Collected data
==========
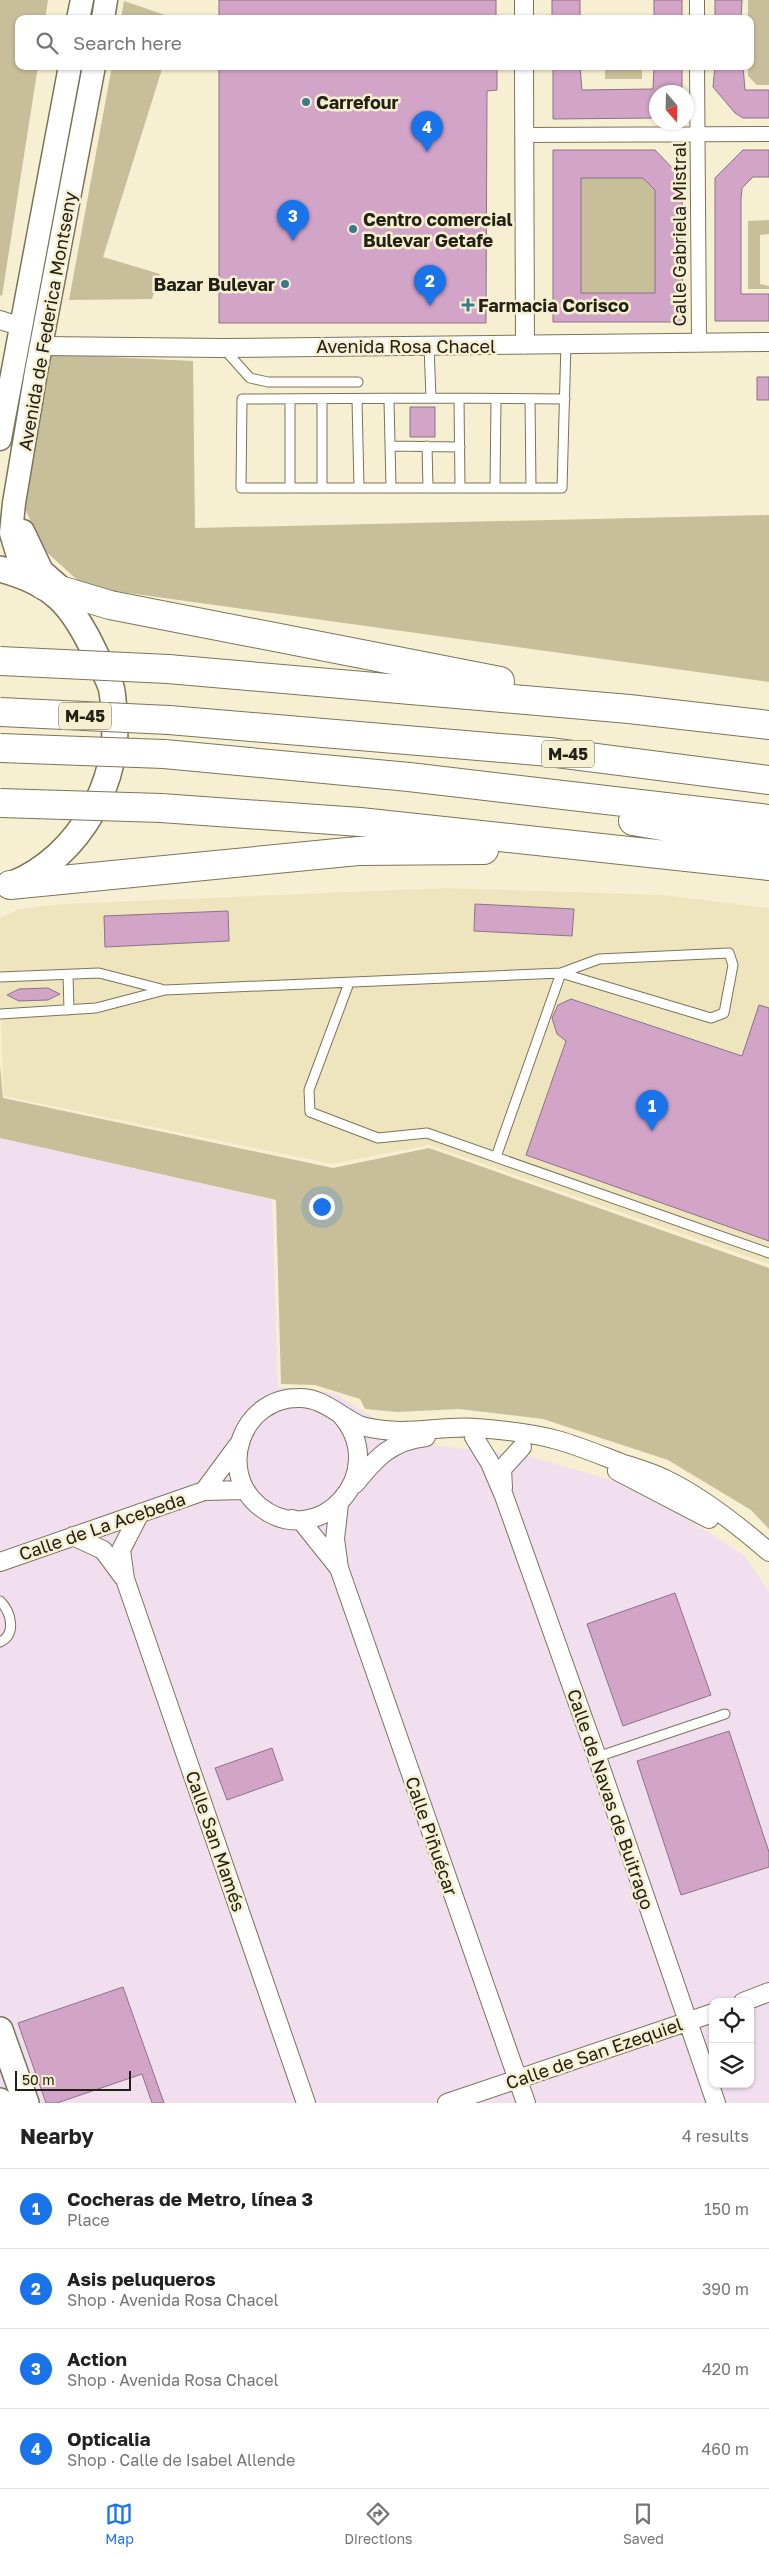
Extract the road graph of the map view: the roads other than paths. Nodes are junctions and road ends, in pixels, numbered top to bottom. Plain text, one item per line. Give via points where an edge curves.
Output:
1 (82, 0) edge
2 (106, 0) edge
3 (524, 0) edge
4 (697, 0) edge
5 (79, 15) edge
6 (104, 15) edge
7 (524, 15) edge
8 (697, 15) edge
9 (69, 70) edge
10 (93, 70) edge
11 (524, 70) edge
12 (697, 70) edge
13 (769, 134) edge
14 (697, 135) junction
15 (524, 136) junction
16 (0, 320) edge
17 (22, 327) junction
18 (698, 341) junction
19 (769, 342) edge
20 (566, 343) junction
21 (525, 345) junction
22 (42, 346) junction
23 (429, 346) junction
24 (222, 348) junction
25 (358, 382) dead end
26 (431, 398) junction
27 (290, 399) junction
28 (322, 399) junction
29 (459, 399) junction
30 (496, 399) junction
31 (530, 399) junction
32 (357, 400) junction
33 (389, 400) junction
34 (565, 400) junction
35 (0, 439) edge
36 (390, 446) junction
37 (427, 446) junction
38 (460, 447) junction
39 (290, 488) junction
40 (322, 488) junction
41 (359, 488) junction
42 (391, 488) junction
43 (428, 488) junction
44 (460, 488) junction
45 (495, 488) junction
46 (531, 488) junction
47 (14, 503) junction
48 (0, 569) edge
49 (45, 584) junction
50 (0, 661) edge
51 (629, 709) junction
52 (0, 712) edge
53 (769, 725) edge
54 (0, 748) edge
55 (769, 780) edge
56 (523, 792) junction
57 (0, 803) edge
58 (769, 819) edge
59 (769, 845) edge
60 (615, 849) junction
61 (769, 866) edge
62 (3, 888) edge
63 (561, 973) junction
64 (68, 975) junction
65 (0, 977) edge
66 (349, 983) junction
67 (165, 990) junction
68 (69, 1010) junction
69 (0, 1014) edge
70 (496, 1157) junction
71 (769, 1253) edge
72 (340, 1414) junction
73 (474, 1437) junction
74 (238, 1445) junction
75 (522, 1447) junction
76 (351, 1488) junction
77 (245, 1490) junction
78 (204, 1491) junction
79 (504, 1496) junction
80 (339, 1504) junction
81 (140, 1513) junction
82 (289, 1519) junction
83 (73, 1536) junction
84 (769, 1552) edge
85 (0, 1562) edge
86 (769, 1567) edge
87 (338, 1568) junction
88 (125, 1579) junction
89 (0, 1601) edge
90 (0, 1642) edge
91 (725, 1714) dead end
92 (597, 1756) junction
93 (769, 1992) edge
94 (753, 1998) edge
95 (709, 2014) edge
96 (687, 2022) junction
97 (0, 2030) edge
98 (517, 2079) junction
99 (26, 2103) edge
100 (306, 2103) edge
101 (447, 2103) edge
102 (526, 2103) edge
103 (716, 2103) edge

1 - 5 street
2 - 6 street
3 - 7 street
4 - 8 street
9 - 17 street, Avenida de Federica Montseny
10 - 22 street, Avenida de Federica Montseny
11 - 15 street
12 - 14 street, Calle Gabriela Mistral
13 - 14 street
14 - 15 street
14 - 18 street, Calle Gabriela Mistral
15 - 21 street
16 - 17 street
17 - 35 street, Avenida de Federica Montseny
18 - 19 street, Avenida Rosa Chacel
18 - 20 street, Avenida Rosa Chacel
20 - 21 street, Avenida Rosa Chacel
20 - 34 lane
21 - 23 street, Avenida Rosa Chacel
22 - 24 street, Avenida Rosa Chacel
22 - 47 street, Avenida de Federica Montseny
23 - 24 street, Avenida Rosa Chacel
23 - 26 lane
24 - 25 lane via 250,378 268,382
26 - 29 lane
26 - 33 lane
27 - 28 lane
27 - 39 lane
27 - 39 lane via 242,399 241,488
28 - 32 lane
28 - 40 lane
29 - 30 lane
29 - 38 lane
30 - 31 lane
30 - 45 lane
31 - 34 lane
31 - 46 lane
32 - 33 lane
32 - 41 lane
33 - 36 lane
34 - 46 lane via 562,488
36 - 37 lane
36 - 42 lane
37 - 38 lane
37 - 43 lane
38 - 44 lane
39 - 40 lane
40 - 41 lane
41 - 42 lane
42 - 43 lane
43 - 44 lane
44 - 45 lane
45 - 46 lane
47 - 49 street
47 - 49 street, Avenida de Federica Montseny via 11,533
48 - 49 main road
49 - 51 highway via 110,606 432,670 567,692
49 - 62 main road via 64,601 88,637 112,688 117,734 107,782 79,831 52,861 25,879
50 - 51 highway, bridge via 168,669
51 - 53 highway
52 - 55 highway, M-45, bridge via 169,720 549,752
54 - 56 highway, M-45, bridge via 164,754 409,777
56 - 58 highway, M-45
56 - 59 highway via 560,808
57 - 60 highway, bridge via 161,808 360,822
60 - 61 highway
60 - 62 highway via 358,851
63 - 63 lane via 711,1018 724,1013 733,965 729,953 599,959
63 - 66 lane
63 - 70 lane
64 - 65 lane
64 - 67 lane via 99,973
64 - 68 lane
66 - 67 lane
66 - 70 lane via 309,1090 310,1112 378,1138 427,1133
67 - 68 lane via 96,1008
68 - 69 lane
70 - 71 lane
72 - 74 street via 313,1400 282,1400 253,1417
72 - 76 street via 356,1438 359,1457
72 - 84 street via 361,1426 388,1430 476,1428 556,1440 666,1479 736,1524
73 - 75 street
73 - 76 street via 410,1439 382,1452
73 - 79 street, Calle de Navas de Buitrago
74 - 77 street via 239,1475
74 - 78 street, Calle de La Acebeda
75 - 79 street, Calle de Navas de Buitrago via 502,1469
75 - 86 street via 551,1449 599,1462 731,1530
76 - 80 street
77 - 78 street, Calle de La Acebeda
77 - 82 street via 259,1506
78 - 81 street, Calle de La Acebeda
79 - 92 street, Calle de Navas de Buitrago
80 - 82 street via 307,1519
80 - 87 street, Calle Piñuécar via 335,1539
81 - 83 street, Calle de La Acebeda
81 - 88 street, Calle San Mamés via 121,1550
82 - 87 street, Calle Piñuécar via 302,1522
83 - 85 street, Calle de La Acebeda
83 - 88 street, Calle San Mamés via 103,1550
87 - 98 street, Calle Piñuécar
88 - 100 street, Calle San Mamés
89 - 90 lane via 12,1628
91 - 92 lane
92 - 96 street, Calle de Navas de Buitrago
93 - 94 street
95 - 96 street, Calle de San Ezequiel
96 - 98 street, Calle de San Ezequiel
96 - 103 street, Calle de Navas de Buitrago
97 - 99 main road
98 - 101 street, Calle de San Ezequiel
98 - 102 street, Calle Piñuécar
==========
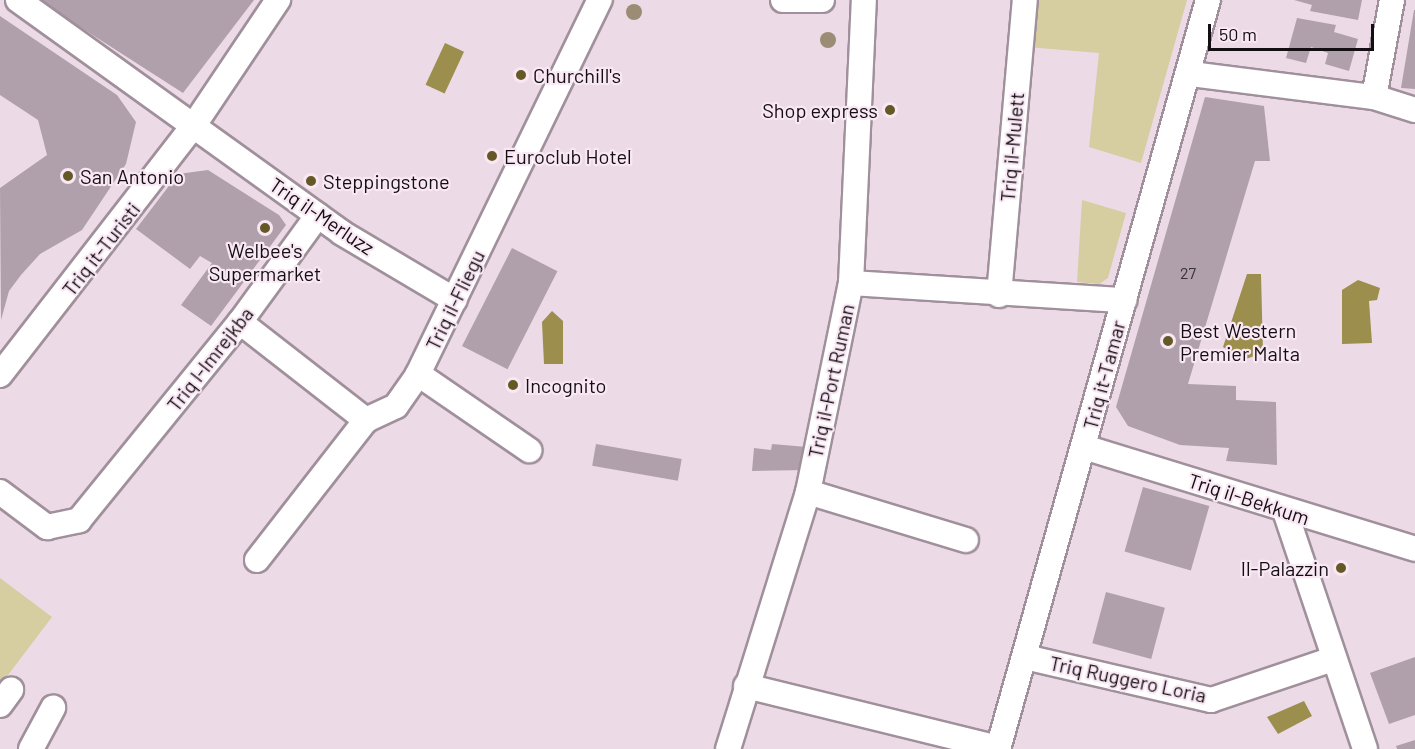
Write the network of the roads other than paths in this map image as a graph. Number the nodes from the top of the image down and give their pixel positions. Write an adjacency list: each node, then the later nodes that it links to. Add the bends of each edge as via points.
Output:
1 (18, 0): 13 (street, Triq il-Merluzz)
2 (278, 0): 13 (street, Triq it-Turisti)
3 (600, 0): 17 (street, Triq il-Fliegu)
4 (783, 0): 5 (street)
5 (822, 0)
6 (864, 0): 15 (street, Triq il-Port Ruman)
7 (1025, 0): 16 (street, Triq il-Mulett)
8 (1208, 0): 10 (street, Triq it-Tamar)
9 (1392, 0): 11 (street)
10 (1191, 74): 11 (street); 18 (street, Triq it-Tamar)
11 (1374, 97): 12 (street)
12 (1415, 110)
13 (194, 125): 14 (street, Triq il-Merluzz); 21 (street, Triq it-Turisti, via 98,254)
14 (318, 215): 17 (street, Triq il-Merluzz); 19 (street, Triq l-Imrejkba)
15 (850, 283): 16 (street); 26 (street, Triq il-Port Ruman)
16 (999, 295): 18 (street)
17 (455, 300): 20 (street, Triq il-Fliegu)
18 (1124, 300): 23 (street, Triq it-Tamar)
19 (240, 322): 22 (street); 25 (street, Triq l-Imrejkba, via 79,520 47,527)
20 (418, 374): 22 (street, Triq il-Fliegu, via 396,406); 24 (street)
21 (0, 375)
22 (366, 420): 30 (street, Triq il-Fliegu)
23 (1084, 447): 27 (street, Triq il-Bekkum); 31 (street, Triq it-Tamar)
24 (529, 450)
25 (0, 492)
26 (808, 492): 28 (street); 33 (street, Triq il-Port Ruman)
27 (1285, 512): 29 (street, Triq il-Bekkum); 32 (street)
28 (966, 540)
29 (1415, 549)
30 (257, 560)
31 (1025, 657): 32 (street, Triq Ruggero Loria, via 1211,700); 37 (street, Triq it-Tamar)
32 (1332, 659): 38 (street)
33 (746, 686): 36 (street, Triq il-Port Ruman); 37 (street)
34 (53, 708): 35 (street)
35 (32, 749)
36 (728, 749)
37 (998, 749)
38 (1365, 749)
==========
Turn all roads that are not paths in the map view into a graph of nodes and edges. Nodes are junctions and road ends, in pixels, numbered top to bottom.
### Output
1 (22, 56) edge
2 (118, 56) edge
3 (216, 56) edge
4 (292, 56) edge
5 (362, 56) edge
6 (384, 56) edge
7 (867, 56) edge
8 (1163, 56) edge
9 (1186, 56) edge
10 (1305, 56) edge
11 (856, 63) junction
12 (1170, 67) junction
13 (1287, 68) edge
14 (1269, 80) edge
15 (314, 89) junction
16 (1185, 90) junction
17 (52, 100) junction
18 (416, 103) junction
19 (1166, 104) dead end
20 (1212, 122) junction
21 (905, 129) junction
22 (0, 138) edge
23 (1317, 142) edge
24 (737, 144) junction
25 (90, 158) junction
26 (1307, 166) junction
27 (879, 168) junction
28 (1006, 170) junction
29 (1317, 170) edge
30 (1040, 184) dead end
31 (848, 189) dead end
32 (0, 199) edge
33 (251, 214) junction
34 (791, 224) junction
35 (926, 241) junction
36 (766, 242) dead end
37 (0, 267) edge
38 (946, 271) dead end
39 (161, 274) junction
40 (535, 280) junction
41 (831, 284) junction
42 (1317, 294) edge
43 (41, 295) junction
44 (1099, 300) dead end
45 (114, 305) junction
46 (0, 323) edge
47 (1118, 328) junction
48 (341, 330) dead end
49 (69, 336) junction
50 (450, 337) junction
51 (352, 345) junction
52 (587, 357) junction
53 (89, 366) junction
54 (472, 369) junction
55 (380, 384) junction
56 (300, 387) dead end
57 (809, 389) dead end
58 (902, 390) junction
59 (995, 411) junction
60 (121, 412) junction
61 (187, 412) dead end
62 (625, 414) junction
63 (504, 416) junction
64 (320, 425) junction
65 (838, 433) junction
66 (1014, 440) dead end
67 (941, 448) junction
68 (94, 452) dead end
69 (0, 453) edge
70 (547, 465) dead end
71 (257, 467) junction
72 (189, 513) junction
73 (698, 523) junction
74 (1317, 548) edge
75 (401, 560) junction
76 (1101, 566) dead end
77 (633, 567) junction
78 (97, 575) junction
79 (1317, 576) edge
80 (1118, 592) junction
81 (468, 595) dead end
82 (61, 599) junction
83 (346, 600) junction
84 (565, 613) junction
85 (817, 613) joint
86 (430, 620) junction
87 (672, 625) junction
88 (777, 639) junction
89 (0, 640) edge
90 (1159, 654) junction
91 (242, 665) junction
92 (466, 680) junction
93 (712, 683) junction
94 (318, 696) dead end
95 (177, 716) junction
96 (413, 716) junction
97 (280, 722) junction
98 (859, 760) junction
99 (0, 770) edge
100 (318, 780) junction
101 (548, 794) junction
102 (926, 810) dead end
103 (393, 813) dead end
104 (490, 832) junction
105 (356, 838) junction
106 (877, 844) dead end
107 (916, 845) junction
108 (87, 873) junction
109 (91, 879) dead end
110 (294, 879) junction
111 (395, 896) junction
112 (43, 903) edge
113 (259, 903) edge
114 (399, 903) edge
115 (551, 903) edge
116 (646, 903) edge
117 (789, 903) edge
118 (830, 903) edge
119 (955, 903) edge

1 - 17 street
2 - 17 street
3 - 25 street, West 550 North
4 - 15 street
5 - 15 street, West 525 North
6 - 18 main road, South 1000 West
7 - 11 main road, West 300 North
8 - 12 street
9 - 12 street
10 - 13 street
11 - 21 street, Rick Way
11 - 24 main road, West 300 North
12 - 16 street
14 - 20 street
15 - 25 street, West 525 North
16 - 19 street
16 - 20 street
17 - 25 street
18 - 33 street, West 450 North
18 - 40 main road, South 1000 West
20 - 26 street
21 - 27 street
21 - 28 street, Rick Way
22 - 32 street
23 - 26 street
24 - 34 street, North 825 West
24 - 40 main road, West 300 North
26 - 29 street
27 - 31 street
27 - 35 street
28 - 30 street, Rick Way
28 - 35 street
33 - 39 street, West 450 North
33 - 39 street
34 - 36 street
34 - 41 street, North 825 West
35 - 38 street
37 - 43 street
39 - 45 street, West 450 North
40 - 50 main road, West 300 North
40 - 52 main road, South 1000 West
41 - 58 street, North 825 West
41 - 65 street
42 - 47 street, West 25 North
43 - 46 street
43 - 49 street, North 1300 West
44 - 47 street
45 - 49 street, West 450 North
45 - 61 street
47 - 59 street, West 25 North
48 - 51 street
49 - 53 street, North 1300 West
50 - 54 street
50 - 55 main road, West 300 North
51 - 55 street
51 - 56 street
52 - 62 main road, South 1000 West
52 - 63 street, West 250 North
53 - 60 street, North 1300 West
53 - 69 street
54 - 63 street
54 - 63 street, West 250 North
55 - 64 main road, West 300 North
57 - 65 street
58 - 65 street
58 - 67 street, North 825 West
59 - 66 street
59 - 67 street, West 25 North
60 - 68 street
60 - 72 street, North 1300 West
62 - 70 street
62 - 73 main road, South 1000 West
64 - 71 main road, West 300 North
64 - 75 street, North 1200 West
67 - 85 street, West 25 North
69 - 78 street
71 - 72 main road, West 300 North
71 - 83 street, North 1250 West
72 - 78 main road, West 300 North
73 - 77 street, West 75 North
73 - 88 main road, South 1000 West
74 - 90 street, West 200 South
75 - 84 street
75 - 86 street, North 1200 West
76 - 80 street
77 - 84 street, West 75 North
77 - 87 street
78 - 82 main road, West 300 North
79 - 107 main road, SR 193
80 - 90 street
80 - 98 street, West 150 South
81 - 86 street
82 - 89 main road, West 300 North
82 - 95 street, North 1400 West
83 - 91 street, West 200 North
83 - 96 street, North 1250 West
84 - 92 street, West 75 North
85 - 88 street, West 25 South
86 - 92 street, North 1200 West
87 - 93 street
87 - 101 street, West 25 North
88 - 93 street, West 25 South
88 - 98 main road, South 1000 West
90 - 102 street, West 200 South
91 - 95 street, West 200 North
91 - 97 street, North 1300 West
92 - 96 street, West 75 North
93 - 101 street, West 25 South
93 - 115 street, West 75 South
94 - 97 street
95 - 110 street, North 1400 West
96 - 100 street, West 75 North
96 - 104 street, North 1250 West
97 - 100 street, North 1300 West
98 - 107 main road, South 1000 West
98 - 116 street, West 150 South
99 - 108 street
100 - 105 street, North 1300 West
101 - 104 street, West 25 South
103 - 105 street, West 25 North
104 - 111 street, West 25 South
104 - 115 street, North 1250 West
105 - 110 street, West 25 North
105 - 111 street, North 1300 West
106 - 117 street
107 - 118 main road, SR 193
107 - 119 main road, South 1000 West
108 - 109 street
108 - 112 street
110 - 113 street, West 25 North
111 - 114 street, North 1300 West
==========
▸ Your instructions:
Copy all lines of the records in which the string "Fliegu" can be found.

▸ Task result:
3 (600, 0): 17 (street, Triq il-Fliegu)
17 (455, 300): 20 (street, Triq il-Fliegu)
20 (418, 374): 22 (street, Triq il-Fliegu, via 396,406); 24 (street)
22 (366, 420): 30 (street, Triq il-Fliegu)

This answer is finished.